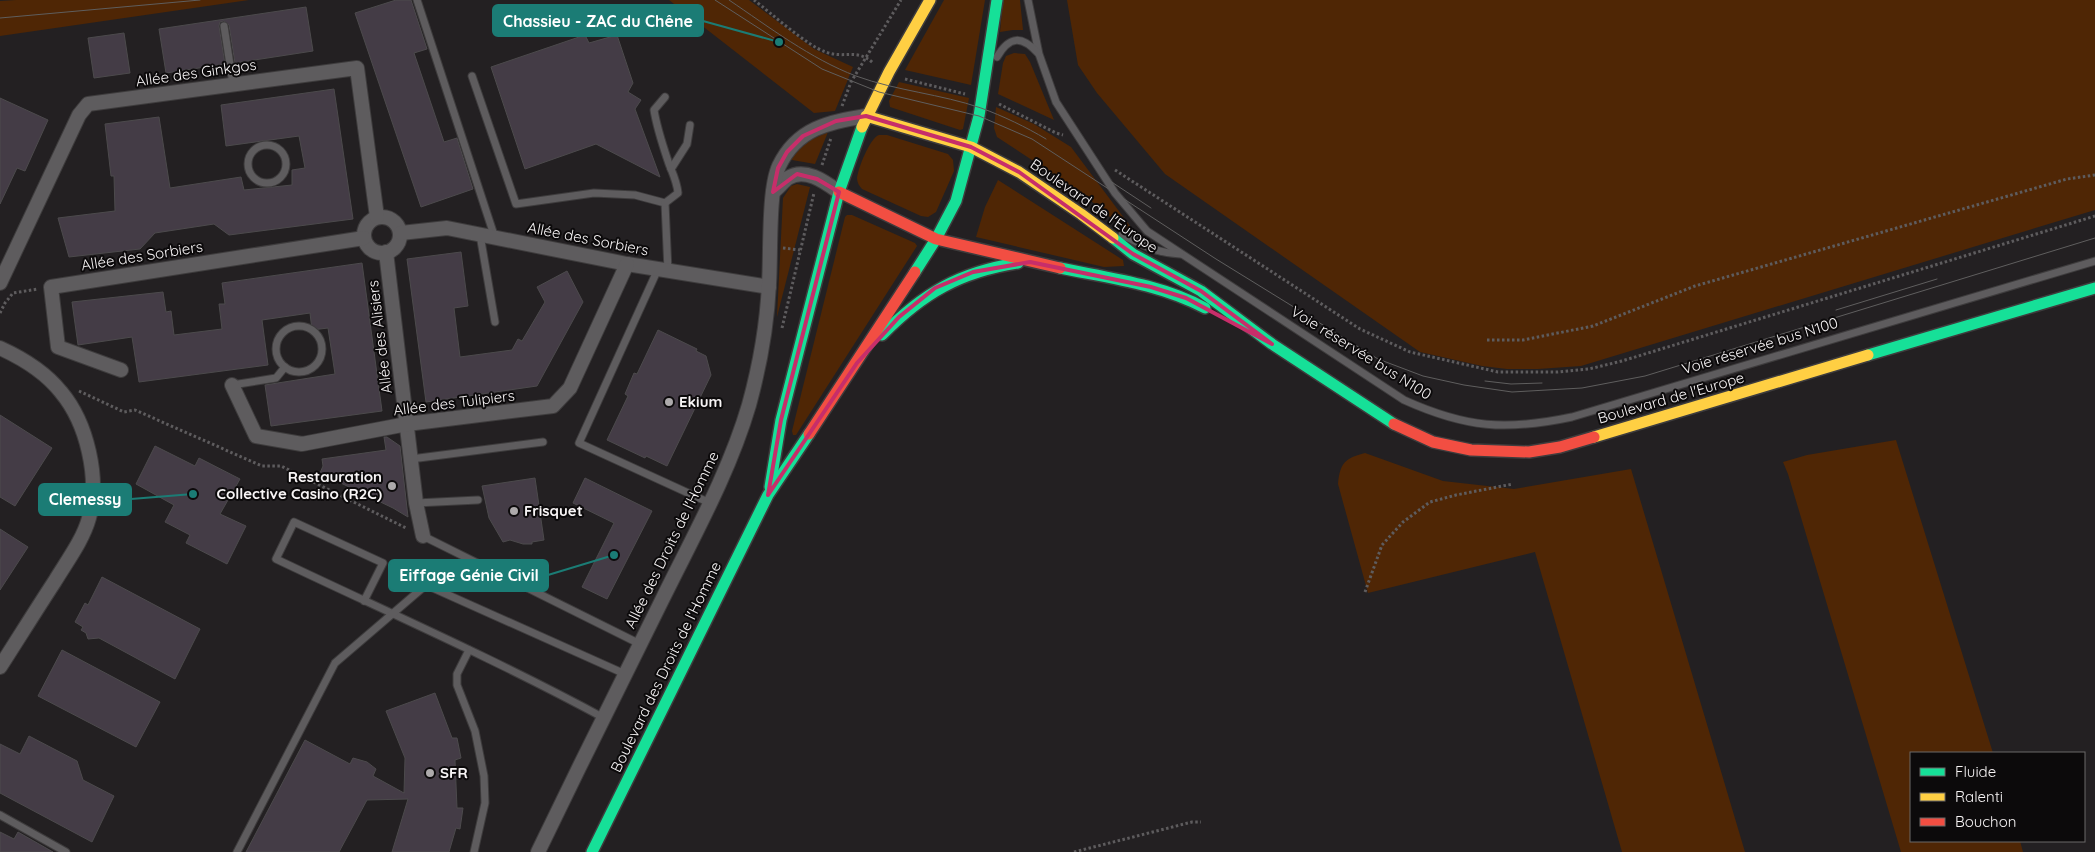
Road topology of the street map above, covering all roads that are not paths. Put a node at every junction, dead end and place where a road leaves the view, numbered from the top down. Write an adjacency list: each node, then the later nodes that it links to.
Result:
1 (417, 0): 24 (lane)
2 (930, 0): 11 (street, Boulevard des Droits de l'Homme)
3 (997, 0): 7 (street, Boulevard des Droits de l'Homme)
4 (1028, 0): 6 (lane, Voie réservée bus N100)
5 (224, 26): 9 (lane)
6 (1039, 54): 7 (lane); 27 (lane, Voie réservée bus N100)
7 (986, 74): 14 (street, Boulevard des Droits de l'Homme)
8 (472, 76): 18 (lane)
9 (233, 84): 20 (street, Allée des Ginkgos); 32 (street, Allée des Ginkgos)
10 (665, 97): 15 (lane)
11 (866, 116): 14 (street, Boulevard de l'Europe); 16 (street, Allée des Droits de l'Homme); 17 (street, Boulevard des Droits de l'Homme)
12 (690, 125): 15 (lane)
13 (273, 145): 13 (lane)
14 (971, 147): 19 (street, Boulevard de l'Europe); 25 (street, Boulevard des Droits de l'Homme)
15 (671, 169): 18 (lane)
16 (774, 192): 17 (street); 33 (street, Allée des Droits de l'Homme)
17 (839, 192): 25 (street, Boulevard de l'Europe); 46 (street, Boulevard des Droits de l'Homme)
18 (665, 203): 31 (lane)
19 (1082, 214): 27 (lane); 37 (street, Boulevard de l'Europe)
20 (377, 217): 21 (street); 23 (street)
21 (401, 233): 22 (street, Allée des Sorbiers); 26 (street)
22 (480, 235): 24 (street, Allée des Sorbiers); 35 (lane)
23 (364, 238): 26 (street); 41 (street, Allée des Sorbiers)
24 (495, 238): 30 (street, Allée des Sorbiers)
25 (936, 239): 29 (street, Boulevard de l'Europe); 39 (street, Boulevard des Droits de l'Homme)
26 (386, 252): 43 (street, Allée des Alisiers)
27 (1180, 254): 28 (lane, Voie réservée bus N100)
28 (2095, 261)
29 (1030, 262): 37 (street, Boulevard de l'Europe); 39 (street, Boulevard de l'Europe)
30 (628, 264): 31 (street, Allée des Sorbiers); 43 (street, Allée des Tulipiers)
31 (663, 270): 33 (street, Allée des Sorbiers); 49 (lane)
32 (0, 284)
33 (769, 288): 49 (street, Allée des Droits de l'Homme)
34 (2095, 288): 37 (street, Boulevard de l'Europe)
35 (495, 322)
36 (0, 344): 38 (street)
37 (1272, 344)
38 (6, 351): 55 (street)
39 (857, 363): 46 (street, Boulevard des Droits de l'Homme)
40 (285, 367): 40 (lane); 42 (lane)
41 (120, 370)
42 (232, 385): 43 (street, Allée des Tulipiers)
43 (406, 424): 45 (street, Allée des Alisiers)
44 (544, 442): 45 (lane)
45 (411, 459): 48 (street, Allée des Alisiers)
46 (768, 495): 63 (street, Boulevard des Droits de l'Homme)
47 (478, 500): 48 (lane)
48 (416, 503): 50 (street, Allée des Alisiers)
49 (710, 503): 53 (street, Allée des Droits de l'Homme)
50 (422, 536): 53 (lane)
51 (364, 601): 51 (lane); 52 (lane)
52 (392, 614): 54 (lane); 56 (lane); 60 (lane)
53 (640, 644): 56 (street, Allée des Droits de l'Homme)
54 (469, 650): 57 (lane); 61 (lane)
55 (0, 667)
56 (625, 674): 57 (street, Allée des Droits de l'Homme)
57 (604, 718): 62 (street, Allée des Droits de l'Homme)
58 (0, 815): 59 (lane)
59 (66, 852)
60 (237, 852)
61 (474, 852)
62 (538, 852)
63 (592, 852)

Action item: What lines in the material above hold the string "Europe"? List them.

Solution for this task:
11 (866, 116): 14 (street, Boulevard de l'Europe); 16 (street, Allée des Droits de l'Homme); 17 (street, Boulevard des Droits de l'Homme)
14 (971, 147): 19 (street, Boulevard de l'Europe); 25 (street, Boulevard des Droits de l'Homme)
17 (839, 192): 25 (street, Boulevard de l'Europe); 46 (street, Boulevard des Droits de l'Homme)
19 (1082, 214): 27 (lane); 37 (street, Boulevard de l'Europe)
25 (936, 239): 29 (street, Boulevard de l'Europe); 39 (street, Boulevard des Droits de l'Homme)
29 (1030, 262): 37 (street, Boulevard de l'Europe); 39 (street, Boulevard de l'Europe)
34 (2095, 288): 37 (street, Boulevard de l'Europe)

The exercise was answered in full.